Trevor Hickey
Trevor Hickey

Reputation: 37806

Increase Program Speed By Avoiding Functions? (C++)

When it comes to procedural programming, functional decomposition is ideal for maintaining complicated code. However, functions are expensive- adding to the call stack, passing parameters, storing return addresses. all of this takes extra time! When speed is crucial, how can I get the best of both worlds? I want a highly decomposed program without any necessary overhead introduced by function calls. I'm familiar with the keyword: "inline" but that seems to be only be a suggestion to the compiler, and if used incorrectly by the programmer it will yield an even slower program. I'm using g++, so will the -03 flag optimize away my functions that call functions that call functions.. I just wanted to know, if my concerns are valid and if there are any methods to combat this issue.

Upvotes: 2

Views: 900

Answers (3)

PeddleSpam
PeddleSpam

Reputation: 438

If it's a specific piece of code you're worried about you can measure the time yourself. Just run it in a loop a large number of times and get the system time before and after. Use the difference to find the average time of each call.
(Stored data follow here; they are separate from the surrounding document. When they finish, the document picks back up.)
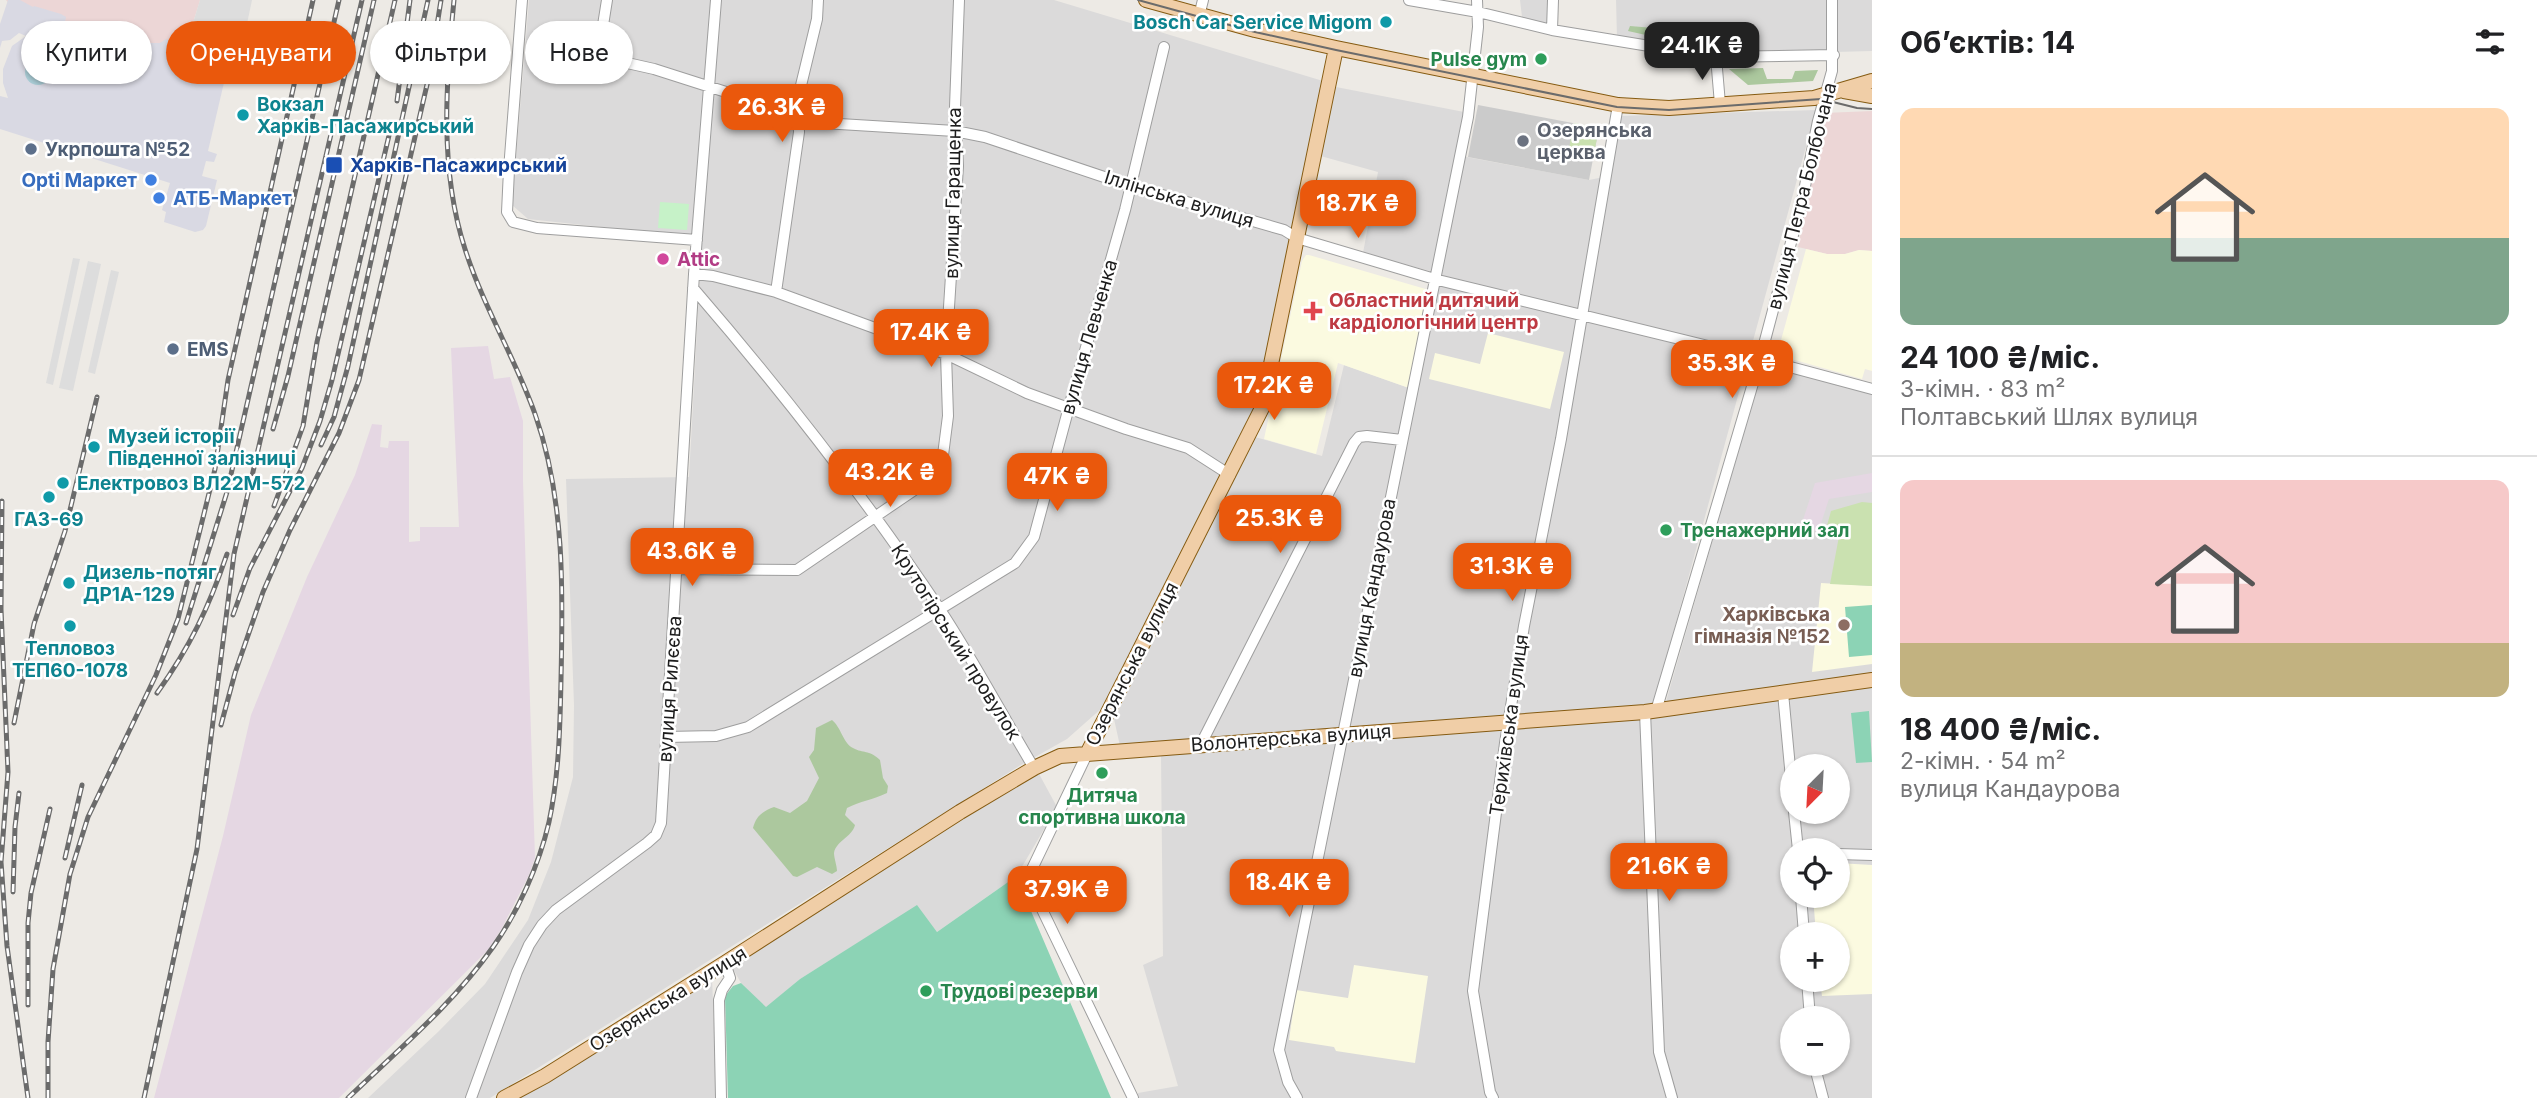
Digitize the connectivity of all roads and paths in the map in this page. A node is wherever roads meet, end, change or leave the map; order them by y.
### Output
1 (522, 0) edge
2 (607, 0) edge
3 (716, 0) edge
4 (818, 0) edge
5 (959, 0) edge
6 (1146, 0) edge
7 (1203, 0) edge
8 (1409, 0) edge
9 (1553, 0) edge
10 (1832, 0) edge
11 (1478, 6) edge
12 (1199, 16) junction
13 (1552, 30) junction
14 (1164, 47) dead end
15 (1336, 48) junction
16 (1834, 55) junction
17 (1716, 57) junction
18 (1472, 75) junction
19 (1872, 81) edge
20 (708, 85) junction
21 (1844, 91) junction
22 (1825, 95) junction
23 (1872, 96) edge
24 (1720, 104) junction
25 (1618, 105) junction
26 (797, 112) junction
27 (955, 131) junction
28 (1130, 186) junction
29 (1297, 238) junction
30 (697, 240) junction
31 (694, 274) junction
32 (1435, 279) junction
33 (693, 288) junction
34 (776, 292) junction
35 (1580, 314) junction
36 (946, 354) junction
37 (1760, 359) junction
38 (1872, 389) edge
39 (1069, 407) junction
40 (1402, 440) junction
41 (1230, 475) junction
42 (876, 516) junction
43 (677, 569) junction
44 (940, 610) junction
45 (1872, 680) edge
46 (1783, 693) junction
47 (1651, 712) junction
48 (1508, 724) junction
49 (1344, 734) junction
50 (667, 737) junction
51 (1201, 744) junction
52 (1088, 752) junction
53 (1789, 754) edge
54 (1034, 768) junction
55 (1850, 854) edge
56 (1872, 855) edge
57 (725, 964) junction
58 (1817, 1076) edge
59 (471, 1098) edge
60 (504, 1098) edge
61 (721, 1098) edge
62 (1133, 1098) edge
63 (1297, 1098) edge
64 (1493, 1098) edge
65 (1672, 1098) edge
66 (1823, 1098) edge

1 - 30 street
2 - 20 street, Іллінська вулиця
3 - 20 street, вулиця Рилєєва
4 - 26 street
5 - 27 street, вулиця Гаращенка
6 - 12 main road
7 - 12 street
8 - 11 street
9 - 13 street
10 - 16 street, вулиця Петра Болбочана
11 - 13 street
11 - 18 street, вулиця Кандаурова
12 - 15 main road
13 - 17 street
14 - 28 street, вулиця Левченка
15 - 18 main road
15 - 29 main road, Озерянська вулиця
16 - 17 street
16 - 22 street, вулиця Петра Болбочана
17 - 24 street
18 - 25 main road
18 - 32 street, вулиця Кандаурова
19 - 21 main road
20 - 26 street, Іллінська вулиця
20 - 30 street, вулиця Рилєєва
21 - 22 main road
21 - 23 main road
22 - 24 main road
22 - 37 street, вулиця Петра Болбочана
24 - 25 main road
25 - 35 street, Терихівська вулиця
26 - 27 street, Іллінська вулиця
26 - 34 street
27 - 28 street, Іллінська вулиця
27 - 36 street, вулиця Гаращенка
28 - 29 street, Іллінська вулиця
28 - 39 street, вулиця Левченка
29 - 32 street, Іллінська вулиця
29 - 41 main road, Озерянська вулиця
30 - 31 street, вулиця Рилєєва
31 - 33 street, вулиця Рилєєва
31 - 34 street
32 - 35 street, Іллінська вулиця
32 - 40 street, вулиця Кандаурова
33 - 42 street, Крутогірський провулок
33 - 43 street, вулиця Рилєєва
34 - 36 street
35 - 37 street, Іллінська вулиця
35 - 48 street, Терихівська вулиця
36 - 39 street
36 - 42 street, вулиця Гаращенка
37 - 38 street, Іллінська вулиця
37 - 47 street, вулиця Петра Болбочана
39 - 41 street
39 - 44 street, вулиця Левченка
40 - 49 street, вулиця Кандаурова
40 - 51 street
41 - 52 main road, Озерянська вулиця
42 - 43 street, вулиця Гаращенка
42 - 44 street, Крутогірський провулок
43 - 50 street, вулиця Рилєєва
44 - 50 street, вулиця Левченка
44 - 54 street, Крутогірський провулок
45 - 46 main road, Волонтерська вулиця
46 - 47 main road, Волонтерська вулиця
46 - 53 street
47 - 48 main road, Волонтерська вулиця
47 - 65 street, вулиця Петра Болбочана
48 - 49 main road, Волонтерська вулиця
48 - 64 street, Терихівська вулиця
49 - 51 main road, Волонтерська вулиця
49 - 63 street, вулиця Кандаурова
50 - 59 street, вулиця Рилєєва
51 - 52 main road, Волонтерська вулиця
52 - 54 main road, Озерянська вулиця
52 - 62 street
54 - 57 main road, Озерянська вулиця
55 - 56 street
57 - 60 main road, Озерянська вулиця
57 - 61 street
58 - 66 street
As always the numbers you get are subjective, since they will vary depending on your system and compiler. You can compare the times you get from different methods to see which is generally faster, such as replacing the function with a macro. My guess is however you won't notice much difference, or at the very least it will be inconsequential.

If you don't know where the slowdown is follow J.N's advice and use a code profiler and optimise where it's needed. As a rule of thumb always pass large objects to functions by reference or const reference to avoid copy times.

Upvotes: 1

Drew Chapin
Drew Chapin

Reputation: 7989

I highly doubt speed is that curcial, but my suggestion would be to use preprocessor macros.

For example

#define max(a,b) ( a > b ? a : b )

This would seem obvious to me, but I don't consider myself an expect in C++, so I may have misunderstood the question.

Upvotes: -1

J.N.
J.N.

Reputation: 8421

First, as always when dealing with performance issues, you should try and measure what are your bottlenecks with a profiler. The first thing coming out is usually not function calls and by a large margin. If you did this, then please read on.

Then, you can anticipate a bit what functions you want inlined by using the inline keyword. The compiler is usually smart enough to know what to inline and what not to inline (it can inline functions you forgot and may not inline some you mentionned if he thinks it won't help).

If (really) you still want to improve performance on function calls and want to force inlining, some compilers allow you to do so (see this question). Please consider that massive inlining may actually decrease performance: your code will use a lot of memory and you may get more cache misses on the code than before (which is not good).